It is obvious that introduction of such system must not take place mechanically. For the judicial system of Ukraine we would recommend to use already existent positive practical experience of other EU accession countries as well as recent EU entrants, to conduct realistic analysis of already performed QMS projects, to limit the volume of procedural requirements of the QM system.

As a result of that, a totally new QM system of quality should be created, which should draw on previous experience of SCA headquarters and create possibilities for development and adaptation.

The primary objective of the QMS system in SCA should be to answer the expectation of clients which are the relevant courts – general jurisdiction and appellate.

QM certification of the judicial system of Ukraine is a not purpose, it only beginning of way to development and subsequent perfection of the judicial system of Ukraine as a whole.

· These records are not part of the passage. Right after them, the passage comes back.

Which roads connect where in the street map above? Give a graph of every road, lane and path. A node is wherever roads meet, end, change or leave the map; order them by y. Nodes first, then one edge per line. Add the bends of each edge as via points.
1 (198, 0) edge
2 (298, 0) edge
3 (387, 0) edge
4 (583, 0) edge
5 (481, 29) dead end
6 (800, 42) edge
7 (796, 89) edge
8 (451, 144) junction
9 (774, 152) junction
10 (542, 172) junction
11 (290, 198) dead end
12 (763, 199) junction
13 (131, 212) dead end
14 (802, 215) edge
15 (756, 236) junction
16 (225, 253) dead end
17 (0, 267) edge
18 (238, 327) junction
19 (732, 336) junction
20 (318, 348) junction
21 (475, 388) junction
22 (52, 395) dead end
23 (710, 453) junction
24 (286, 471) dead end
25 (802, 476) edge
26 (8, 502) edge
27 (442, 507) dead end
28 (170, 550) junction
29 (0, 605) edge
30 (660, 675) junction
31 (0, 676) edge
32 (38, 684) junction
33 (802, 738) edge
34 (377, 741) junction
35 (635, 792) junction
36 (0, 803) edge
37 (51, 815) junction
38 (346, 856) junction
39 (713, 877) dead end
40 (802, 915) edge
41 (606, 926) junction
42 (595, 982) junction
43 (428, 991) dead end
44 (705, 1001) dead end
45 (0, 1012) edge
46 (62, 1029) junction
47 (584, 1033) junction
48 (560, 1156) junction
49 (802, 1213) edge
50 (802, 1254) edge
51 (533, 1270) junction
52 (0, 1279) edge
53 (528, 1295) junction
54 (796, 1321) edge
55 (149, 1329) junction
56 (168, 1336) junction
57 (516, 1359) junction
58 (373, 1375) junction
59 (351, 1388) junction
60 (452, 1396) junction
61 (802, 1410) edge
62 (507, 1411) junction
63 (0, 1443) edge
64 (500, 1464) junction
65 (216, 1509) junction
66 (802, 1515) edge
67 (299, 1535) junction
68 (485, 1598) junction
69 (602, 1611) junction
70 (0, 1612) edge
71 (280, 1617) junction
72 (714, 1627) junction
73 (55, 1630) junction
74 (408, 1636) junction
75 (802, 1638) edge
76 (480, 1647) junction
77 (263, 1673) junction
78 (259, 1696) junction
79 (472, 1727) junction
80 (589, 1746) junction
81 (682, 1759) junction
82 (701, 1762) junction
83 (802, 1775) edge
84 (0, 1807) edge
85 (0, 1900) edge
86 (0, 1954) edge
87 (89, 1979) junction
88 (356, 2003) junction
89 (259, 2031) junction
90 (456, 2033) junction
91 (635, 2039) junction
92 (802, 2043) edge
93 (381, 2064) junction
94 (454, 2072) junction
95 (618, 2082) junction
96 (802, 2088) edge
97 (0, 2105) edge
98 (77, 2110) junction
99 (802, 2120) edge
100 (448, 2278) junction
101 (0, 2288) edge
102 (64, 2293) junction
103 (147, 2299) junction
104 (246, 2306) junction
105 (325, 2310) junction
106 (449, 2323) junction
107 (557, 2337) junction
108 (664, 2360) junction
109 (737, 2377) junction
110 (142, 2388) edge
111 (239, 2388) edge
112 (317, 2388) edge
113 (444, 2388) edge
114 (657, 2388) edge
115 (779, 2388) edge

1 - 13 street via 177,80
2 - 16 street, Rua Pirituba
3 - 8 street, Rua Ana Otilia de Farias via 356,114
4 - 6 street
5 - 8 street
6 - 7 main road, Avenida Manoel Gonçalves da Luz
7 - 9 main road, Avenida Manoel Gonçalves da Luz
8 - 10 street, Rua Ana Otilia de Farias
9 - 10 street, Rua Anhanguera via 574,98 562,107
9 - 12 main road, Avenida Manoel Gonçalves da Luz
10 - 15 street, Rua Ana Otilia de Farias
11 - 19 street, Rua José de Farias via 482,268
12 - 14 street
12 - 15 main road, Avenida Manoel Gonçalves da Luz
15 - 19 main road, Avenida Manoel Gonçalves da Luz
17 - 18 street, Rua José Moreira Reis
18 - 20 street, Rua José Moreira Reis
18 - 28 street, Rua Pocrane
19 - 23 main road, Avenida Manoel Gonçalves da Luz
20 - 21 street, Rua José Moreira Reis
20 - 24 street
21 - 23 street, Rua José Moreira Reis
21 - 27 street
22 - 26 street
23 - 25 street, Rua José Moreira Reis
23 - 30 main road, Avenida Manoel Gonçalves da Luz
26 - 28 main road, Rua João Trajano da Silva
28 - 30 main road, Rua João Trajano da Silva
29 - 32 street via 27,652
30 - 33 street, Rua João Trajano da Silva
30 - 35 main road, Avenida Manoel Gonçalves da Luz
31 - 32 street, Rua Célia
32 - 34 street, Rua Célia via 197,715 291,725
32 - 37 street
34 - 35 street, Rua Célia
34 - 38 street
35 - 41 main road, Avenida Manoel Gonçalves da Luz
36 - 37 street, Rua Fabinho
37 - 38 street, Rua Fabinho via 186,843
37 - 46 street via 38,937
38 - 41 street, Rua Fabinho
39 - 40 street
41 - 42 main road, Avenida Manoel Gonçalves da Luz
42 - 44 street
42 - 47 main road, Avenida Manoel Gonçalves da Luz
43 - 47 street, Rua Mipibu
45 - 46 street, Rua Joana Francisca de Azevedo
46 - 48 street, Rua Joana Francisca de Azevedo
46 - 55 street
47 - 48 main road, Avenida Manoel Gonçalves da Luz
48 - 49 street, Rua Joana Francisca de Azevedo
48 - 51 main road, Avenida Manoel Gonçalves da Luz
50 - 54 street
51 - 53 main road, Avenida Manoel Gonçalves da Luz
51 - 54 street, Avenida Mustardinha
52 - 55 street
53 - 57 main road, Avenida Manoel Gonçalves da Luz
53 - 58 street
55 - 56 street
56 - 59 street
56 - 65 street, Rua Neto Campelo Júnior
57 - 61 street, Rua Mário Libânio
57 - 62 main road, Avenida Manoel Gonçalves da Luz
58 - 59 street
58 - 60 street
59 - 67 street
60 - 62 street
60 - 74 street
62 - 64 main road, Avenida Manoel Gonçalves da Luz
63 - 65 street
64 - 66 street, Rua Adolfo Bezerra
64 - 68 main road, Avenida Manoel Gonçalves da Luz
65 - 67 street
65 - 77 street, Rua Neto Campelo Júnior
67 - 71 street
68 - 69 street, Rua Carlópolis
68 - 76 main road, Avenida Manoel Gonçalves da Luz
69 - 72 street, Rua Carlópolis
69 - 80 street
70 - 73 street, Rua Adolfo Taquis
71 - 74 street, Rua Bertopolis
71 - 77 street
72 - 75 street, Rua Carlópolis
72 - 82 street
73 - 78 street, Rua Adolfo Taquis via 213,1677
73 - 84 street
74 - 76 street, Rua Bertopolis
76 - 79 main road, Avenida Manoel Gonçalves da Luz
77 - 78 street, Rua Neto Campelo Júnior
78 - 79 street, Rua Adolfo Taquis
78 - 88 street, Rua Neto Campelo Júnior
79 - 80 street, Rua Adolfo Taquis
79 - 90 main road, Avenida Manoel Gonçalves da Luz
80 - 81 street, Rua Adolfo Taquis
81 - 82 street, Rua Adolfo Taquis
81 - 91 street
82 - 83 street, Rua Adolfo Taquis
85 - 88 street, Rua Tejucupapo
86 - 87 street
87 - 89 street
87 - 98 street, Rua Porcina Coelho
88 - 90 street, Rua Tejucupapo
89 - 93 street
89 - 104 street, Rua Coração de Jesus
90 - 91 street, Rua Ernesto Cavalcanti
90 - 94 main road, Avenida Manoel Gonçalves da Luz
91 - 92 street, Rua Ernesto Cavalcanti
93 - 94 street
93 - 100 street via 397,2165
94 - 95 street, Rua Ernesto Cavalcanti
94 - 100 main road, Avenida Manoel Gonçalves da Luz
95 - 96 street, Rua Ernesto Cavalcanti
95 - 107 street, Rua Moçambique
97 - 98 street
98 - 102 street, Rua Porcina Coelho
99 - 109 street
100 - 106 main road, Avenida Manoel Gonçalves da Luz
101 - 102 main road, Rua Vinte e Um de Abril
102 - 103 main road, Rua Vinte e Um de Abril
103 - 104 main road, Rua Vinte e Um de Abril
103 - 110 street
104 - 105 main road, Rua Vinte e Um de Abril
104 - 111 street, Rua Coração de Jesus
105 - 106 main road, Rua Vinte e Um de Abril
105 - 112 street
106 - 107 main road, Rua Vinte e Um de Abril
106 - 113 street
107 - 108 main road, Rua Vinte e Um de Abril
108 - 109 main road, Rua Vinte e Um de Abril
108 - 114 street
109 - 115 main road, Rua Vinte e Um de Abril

Such development depends on the Chairman and management of the SCA, as well as on all employees of territorial departments of the SCA. Employees will perceive the aims of the work more adequately and will more associate themselves with high-quality results of SCA activity. The mechanisms of the system can help them but it will not replace professional ethics, professionalism and aspiration to improve. It will be allowed more expressly to settle competences and responsibilities of Employees and management of SCA, and would speed up the introduction of the QM system in the management of justice in Ukraine.

Significance of the research and expected results

As mentioned above, the EU-Ukraine association agreement will require from Ukraine to bring the Ukraine in compliance with EU acquis standards.

Traditionally, legislative reform requires a considerable amount of time before it is enacted into law. Often, this process may take as long as several years and i believe this would apply for Ukraine. While draft legislation may be developed and submitted, consideration should also be given to forms of implementation and testing of the proposed reforms, before the laws are enacted. This may be accomplished through specific directives, regulations, local rules, and/or special conditions approved for implementation.

Key argument/research question:

Which of the above could be used as common EU benchmarks for Ukraine? What are, as Bobek puts it, the indications and recommendations as minimal standards?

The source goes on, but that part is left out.